Adelaide Festival Centre, Adelaide Cabaret Festival. June 16 and 17. 2017
Reviewed by Peter Wilkins
At a festival where many artists
are interpreting and singing the songs of others in the delivery of excellent
covers, it is refreshing and uniquely satisfying to see an artist, who performs
original material with wit, elan and a voice that that can range across three
octaves and carry an audience along with his song and his message.
Dusty Limits saunters casually
onto the tiny stage of the Artspace after a rousing introduction by his musical
director, composer and long-time friend Michael Roulston at the piano. I had seen him swaggering with a bottle in
hand during a Cole Porter number at The Backstage Club the night before. Grin
recalls the traditional art of cabaret, satirical and scathing in Dusty Limits’
satire soaked songs of wine, death and monkeys.
And children devoured by Satan in Goya’s demonic painting. At times dark
and foreboding in Nobody’s Fool; cynical
in Is It Too Late - To Abort Me or
devilishly satirical in Poor. Grin is a wry and pensive commentary on
life, its absurdity, its deceptive contradiction and bitter irony. Accompanied by the virtuoso playing of Michael
Roulston , Dusty Limits ‘ Grin smirks
at the Russian Oligarchs of NW3, smiles at the drunk and lonely, leers at life
and grimaces at the Edinburgh Fringe, “that graveyard of hope”. His is the art
of Swiftian satire (“not Tayler”), a giant of the cabaret , striding among the
Lilliputians of Life.

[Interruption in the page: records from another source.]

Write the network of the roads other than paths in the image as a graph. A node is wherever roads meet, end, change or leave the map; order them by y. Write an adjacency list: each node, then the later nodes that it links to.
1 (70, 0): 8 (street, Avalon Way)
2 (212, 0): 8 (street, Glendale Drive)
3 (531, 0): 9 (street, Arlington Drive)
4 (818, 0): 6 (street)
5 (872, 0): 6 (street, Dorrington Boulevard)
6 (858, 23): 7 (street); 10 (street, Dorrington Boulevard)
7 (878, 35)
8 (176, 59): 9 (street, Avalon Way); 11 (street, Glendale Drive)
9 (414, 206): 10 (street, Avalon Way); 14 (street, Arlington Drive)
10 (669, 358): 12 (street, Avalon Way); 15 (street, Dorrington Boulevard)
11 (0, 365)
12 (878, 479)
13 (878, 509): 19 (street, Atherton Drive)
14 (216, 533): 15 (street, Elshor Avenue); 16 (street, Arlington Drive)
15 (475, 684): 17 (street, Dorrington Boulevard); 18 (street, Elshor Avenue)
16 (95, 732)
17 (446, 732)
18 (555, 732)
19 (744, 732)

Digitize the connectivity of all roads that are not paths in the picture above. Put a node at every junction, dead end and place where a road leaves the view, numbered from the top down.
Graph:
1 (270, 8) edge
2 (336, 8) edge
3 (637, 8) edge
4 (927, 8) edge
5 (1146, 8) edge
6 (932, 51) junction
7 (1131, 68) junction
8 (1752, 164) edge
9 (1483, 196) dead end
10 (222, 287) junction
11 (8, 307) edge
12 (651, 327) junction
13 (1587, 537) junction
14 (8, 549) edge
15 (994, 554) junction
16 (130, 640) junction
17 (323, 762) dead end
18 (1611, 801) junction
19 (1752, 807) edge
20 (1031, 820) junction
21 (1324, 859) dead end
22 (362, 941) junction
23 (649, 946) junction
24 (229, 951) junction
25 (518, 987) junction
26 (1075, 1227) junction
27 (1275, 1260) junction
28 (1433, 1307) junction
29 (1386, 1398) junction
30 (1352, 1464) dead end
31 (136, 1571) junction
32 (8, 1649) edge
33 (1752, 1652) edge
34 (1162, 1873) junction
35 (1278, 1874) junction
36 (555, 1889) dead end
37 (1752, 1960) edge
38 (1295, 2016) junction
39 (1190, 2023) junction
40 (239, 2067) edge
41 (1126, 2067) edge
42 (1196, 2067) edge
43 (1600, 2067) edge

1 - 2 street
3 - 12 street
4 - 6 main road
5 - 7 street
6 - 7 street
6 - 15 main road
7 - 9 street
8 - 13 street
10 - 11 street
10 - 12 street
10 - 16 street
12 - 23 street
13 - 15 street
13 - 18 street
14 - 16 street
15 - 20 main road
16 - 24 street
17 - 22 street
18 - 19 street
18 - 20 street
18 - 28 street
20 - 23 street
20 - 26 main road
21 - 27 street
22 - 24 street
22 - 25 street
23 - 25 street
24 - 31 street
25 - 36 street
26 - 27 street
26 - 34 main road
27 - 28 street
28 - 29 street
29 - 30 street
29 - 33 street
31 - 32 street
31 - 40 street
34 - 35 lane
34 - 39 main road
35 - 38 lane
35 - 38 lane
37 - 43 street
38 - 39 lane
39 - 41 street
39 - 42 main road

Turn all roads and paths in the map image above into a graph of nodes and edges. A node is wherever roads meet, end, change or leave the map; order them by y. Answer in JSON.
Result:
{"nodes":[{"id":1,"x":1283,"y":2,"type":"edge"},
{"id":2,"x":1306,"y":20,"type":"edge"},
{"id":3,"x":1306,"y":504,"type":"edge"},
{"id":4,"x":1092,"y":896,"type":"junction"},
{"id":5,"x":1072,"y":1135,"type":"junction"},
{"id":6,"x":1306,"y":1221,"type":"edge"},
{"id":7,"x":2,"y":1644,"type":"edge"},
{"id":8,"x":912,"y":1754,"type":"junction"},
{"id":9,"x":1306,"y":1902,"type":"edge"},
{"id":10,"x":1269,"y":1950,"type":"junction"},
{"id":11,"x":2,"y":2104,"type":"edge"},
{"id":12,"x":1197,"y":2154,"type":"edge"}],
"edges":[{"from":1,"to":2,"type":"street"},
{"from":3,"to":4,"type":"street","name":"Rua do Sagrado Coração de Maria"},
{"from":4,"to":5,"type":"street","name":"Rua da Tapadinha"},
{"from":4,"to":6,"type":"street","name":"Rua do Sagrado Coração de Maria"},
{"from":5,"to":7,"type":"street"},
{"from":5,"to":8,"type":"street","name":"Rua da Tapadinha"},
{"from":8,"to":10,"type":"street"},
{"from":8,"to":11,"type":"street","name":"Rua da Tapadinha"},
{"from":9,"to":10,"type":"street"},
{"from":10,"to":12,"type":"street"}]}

The wry resignation of Porter, the political snipe of
Weil, the despondent air of desperation in Waits or the snappy mockery of
Coward all find voice in this beguiling one handed juggler of the cabaret.
Grin is cabaret with fangs, snapping at life like the vicious
terrier beneath the chair in Reunion, serving
up wit with bite, “the ball is in your Margaret Court.”,sighing with longing
while cruising Unter den Linden and slowly letting the grin recede with the
hope of making us smile.
The hour is over far too soon and
the Svengali of Cabaret leaves me not bewildered but beguiled by his art.
Dorian Black, the boy from Brisvegas, is Dusty Limits, the King of Cabaret. The Australian premiere is gone
and one can only hope for his return.